Plutarch himself was born into a prosperous family sometime around A.D. 45 in Chaeronea, a small hamlet in central Greece about sixty miles north of Athens. Nearby was the expansive plain of Boeotia, the dancing floor of war
where most of the Hellenic world’s greatest battles had been fought and Greek freedom had at times been both won and lost. Although he made frequent trips to both Athens and Rome, Plutarch spent most of his approximately seventy-five years in the backwater where he was raised. Without much of a library, never quite fluent in Latin, and isolated from the Mediterranean intelligentsia of the empire, he exchanged ideas instead in dinner conversations with small-town dignitaries and family members.
Yet despite his supposed parochialism, Plutarch was a scholar of real erudition and energy, and thus somehow managed to quote more than 150 historians in his Lives—a third of whom wrote in Latin—nearly of all them now lost. Indeed, Plutarch’s Alexander is a careful compilation of anecdotes from at least five critical Greek sources: the now-forgotten historians Callisthenes, Aristobulus, Chares, Onesicritus, and Cleitarchus, all of whose works survive in just a few fragments but seem to have offered widely diverse views of both the achievement and morality of Alexander.
If, despite his hard work, Plutarch’s biographies neither appeal to sophisticates, then or now, nor offer systematic histories of the times, they nonetheless possess a natural simplicity and timeless charm that have captured millions of readers from Machiavelli and Shakespeare to nineteenth-century Victorian generals and contemporary American college students. And if there is nothing in the Alexander like the discussion of realpolitik in Thucydides’ Melian Dialogue
or Polybius’s excursus on the Roman constitution, generations have still found endlessly riveting this ancient Kipling’s stories of outnumbered Macedonian armies victorious on the edge of the Punjab, the swashbuckling and often severely wounded king slashing through hordes of enemies, and Greeks fighting elephants on the Hydaspes River.
Plutarch, of course, did not invent biography, but he surely enriched the genre that dated back at least five centuries, to Xenophon’s account of the Spartan king Agesilaus, Theophrastus’s moral sketches in his Characters, and the De Viris Illustribus (About Famous Men) of Cornelius Nepos, the Roman biographer who in the first century B.C. wrote in Latin lives of twenty-three famous foreign generals. Yet in comparison to the systematic Plutarch, both earlier and later biographers appear dry and do not to the same effect use their subjects for wider lessons about morality. Thus, general readers today who know nothing of Xenophon or Nepos are nevertheless likely either to have read Plutarch or to know some of his better-known stories through subsequent literature, whether Shakespeare’s burnished love barge of Antony and Cleopatra or a few lines in the most recent spate of Hollywood cinematic renditions of Alexander the Great.
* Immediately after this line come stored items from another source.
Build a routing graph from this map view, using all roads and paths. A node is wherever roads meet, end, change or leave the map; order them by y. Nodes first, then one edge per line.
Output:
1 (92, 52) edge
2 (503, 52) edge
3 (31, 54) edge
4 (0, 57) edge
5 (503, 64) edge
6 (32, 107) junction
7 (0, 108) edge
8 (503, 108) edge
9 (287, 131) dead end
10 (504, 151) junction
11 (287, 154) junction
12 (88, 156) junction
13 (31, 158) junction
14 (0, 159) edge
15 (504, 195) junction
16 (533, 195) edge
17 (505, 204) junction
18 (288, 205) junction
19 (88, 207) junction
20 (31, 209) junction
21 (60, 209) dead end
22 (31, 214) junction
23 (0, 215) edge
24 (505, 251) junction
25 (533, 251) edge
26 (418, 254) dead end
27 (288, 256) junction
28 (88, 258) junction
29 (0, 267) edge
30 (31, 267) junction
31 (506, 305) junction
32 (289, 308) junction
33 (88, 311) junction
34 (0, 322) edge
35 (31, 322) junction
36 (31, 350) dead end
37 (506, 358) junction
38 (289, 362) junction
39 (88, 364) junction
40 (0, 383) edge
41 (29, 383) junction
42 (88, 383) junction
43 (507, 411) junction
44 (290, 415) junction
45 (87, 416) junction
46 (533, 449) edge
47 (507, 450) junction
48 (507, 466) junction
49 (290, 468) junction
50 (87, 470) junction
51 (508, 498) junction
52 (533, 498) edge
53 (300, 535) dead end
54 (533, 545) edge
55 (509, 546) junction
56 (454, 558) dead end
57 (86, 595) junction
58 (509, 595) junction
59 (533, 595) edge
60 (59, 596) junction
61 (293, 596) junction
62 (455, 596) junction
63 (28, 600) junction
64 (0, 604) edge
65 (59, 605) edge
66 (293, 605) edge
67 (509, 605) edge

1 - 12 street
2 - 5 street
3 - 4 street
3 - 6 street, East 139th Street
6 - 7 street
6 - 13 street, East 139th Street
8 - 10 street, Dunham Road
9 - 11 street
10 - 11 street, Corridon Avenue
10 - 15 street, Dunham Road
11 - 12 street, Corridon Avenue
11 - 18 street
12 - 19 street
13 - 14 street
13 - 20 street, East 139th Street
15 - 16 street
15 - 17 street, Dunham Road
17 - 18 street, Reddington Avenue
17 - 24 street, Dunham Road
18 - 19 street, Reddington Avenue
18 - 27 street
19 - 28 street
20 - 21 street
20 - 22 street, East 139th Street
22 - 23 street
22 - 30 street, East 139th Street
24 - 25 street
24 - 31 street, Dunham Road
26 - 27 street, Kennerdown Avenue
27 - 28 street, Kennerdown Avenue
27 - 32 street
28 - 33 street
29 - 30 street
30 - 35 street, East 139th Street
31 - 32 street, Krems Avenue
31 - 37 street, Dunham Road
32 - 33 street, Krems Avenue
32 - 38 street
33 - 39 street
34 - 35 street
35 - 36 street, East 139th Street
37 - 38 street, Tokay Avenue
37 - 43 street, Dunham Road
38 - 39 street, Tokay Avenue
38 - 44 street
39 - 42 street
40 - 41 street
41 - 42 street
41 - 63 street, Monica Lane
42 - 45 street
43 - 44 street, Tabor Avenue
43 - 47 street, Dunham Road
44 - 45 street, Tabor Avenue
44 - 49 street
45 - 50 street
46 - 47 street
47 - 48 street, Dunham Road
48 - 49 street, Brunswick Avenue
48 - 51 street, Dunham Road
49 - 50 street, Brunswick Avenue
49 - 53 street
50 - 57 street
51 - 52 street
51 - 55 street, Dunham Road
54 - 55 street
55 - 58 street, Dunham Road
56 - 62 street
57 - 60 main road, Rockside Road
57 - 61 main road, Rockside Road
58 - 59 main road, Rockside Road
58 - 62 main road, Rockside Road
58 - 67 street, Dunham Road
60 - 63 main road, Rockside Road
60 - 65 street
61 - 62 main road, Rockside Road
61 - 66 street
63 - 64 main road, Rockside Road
Plutarch is best known for his Parallel Lives. We know these biographies originally in English through Sir Thomas North’s landmark 1579 translation from the French version of Jacques Amyot, who published them in 1559 as Les Vies des hommes illustres Grecs et Romains. While Plutarch left a vast body of work (his Moralia consists of some seventy-eight extant diverse essays), he spent the last twenty years of his life on the Lives, publishing the collection sometime between A.D. 110 and 115. All but two of these fascinating portraits survive (some forty-eight individual lives in all), and the work as a whole centers on twenty-three paired biographies that compare famous Greek and Roman statesmen and generals over some seven centuries of Mediterranean history. Plutarch’s ostensible intent was to remind Greeks, in their third century of relatively humane Roman rule, that even if their once-populated countryside was now deserted and their cities were often in ruins, their own more spirited ancestors of centuries past had matched and indeed often surpassed the achievements of the Roman ruling class.
Thus, Alexander’s life was matched with that of Julius Caesar, the greatest Roman of them all, and these paired biographies are the longest and most comprehensive of Plutarch’s entire corpus—not surprising given the near-mystical hold that each man exercised on generations of Greeks and Romans. Indeed, unlike many of Plutarch’s other subjects—Pelopidas or Nicias, for example—Alexander the Great simply offered any would-be biographer too many stories and too many achievements to summarize easily, even if the final sketch is one of Plutarch’s longest essays, at well over twenty-five thousand words. Although we lack the short concluding comparison (synkrisis) of the two revolutionaries, to Plutarch both men were ambitious, far-seeing leaders whose generosity and moderation warred with their tempers and similar desire to end consensual government. And perhaps the pairing also served as a reminder to Plutarch’s Greek readers that Alexander’s long-ago Macedonian conquest of Persia and the ensuing creation of the Hellenistic world overshadowed even Caesar’s annexation of Gaul and the transformation from republic to principate.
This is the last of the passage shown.